Data Analysis

Retrieve historical commodity prices, aggregate them into time series, run basic trend analysis, and export the results.

Problem

You need to analyze price history — compute moving averages, compare periods, spot trends, and hand the data to analysts or BI tools. Pulling one price at a time and reassembling series by hand is slow and error-prone. You want an efficient way to fetch a clean time series and turn it into insight.

Solution Architecture

A simple extract → transform → export pipeline:

OilPriceAPI /prices/historical ──> DataFrame ──> Aggregate/Analyze ──> Export
   (paginated history)              (in memory)   (resample, trends)   (CSV/JSON)

Historical retrieval pulls a date range in pages.
Aggregation resamples raw ticks into daily/weekly buckets.
Trend analysis computes moving averages and period-over-period change.
Export writes the result to CSV/JSON for downstream tools.

Code Implementation

Historical data retrieval

Request a date range from the historical endpoint and page through the results:

import requests

API_KEY = "YOUR_API_KEY"
BASE_URL = "https://api.oilpriceapi.com/v1"


def fetch_history(commodity, start, end):
    """Fetch all historical prices for a commodity across a date range."""
    rows, page = [], 1
    while True:
        resp = requests.get(
            f"{BASE_URL}/prices/historical",
            headers={"Authorization": f"Token {API_KEY}"},
            params={
                "commodity": commodity,
                "from": start,
                "to": end,
                "page": page,
            },
            timeout=30,
        )
        resp.raise_for_status()
        payload = resp.json()
        batch = payload.get("data", [])
        if not batch:
            break
        rows.extend(batch)
        page += 1
    return rows

Time series aggregation

Resample raw observations into regular intervals (e.g. daily averages) so series are comparable:

import pandas as pd

def to_daily_series(rows):
    df = pd.DataFrame(rows)
    df["created_at"] = pd.to_datetime(df["created_at"])
    df = df.set_index("created_at").sort_index()
    # Daily mean price; forward-fill gaps from non-trading days
    return df["price"].resample("1D").mean().ffill()

Trend analysis

Layer moving averages and percentage change on top of the series:

def add_trends(series):
    out = series.to_frame("price")
    out["sma_7"] = series.rolling(7).mean()    # 7-day moving average
    out["sma_30"] = series.rolling(30).mean()  # 30-day moving average
    out["pct_change_1d"] = series.pct_change() * 100
    return out

Export formats

Write results to whatever your downstream tools expect:

analysis = add_trends(to_daily_series(fetch_history("BRENT_CRUDE_USD",
                                                    "2024-01-01",
                                                    "2024-12-31")))

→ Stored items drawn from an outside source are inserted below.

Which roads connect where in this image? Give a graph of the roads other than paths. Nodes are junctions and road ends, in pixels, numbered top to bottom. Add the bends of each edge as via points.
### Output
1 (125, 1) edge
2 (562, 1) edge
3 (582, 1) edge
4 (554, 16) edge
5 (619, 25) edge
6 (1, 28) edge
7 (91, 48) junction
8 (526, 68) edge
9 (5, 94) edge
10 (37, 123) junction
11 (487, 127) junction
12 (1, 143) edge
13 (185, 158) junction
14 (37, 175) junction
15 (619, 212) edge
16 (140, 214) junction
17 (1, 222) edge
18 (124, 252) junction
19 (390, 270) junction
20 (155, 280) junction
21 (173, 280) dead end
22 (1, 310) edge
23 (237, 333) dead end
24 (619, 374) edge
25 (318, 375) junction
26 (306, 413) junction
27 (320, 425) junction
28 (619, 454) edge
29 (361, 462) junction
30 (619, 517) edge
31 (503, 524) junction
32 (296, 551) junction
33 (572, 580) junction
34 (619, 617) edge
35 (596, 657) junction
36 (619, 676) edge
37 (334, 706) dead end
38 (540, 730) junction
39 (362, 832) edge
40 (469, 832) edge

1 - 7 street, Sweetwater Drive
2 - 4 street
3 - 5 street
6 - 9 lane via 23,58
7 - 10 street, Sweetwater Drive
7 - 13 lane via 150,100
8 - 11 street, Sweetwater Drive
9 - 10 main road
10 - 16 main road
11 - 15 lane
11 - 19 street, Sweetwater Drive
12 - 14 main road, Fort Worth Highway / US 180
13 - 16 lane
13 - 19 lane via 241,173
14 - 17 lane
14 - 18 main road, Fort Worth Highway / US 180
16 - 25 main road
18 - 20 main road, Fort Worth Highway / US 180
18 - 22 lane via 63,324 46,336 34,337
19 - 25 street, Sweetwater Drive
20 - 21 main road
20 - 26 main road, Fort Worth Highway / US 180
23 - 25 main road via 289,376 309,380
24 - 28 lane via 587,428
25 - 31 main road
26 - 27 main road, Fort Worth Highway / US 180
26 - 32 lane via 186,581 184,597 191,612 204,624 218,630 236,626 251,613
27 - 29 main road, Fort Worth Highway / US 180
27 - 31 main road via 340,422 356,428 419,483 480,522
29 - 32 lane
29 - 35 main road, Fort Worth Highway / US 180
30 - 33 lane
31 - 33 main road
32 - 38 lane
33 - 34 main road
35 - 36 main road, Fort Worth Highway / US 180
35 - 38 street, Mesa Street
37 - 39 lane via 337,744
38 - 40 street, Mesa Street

analysis.to_csv("brent_2024.csv")            # CSV for spreadsheets/BI
analysis.to_json("brent_2024.json", orient="records", date_format="iso")

Best Practices

Page through history instead of requesting one giant range; respect pagination so you do not miss rows.
Cache raw history locally (Parquet/CSV) so repeated analyses do not re-pull the same range from the API.
Resample before comparing so series from different commodities line up on the same time grid.
Annotate gaps (weekends, holidays) explicitly rather than silently interpolating across them.
Pin your date range and units in the export filename/metadata for reproducibility.

Common Pitfalls

Ignoring pagination. Stopping after the first page silently truncates your series and skews every statistic.
Mixing time zones. Parse timestamps as UTC and convert once; comparing naive and tz-aware timestamps raises errors or produces wrong buckets.
Interpolating across non-trading days without realizing it, which inflates sample counts and distorts moving averages.
Re-fetching on every run. Hitting the API for static historical data on each execution wastes quota — cache it.